Tharadis straightened. “Rocks can’t speak. And if they could, we would have to consider whether or not they were capable of thought.”

  Alyssa shook her head. “That’s still all conjecture.”

  “True. But there are some things we can be certain about.”

  Alyssa’s face brightened. “Such as?”

  “This ‘one’ mentioned in the prophecy has at least one true choice open to him.”

  Alyssa thought over the words again carefully, she but couldn’t see a choice in them at all.

  Tharadis smiled. “‘The unyielding shatters.’”

  “That’s not referring to the ‘one,’ but to ‘Blue.’ Whatever that is.”
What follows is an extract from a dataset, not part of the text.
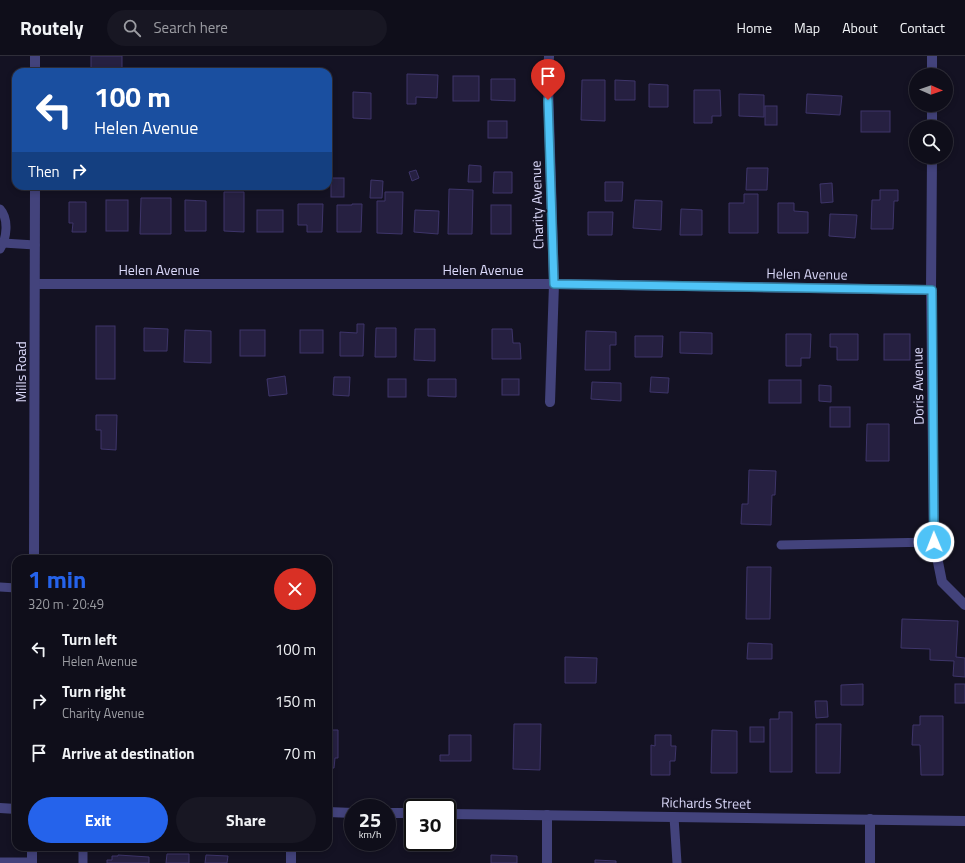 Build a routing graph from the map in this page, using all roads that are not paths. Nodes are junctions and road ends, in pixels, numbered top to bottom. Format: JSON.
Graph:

  Tharadis reached for the hilt of his sword. Instantly, Alyssa scooted her chair back in a panic, glancing towards the door. Why in the Abyss had she sent the guards away?

  But then he drew it and placed it on the table.

  She had expected a steel blade. She had not expected a blade that looked like it was made of a sliver of the sky itself.

  Blue.

  Entranced, she reached out and touched the blade. It wasn’t slick, like metal. It almost felt like fired clay, but even that wasn’t quite right. She had seen ceramic knives, and they were rare and incredible things. But nothing at all like this.

  She ran her finger inside the fuller and frowned as she felt the tiniest tug on her skin. She pulled her finger back and squinted.

  Inside the fuller was the tiniest of cracks.

  The unyielding shatters.

  “And blades do not yield,” Tharadis said, as if reading her thoughts. “Only those who wield them.”

  Alyssa’s mind reeled. She looked up. She wanted to believe that this man was a charlatan, trying to trick or deceive her.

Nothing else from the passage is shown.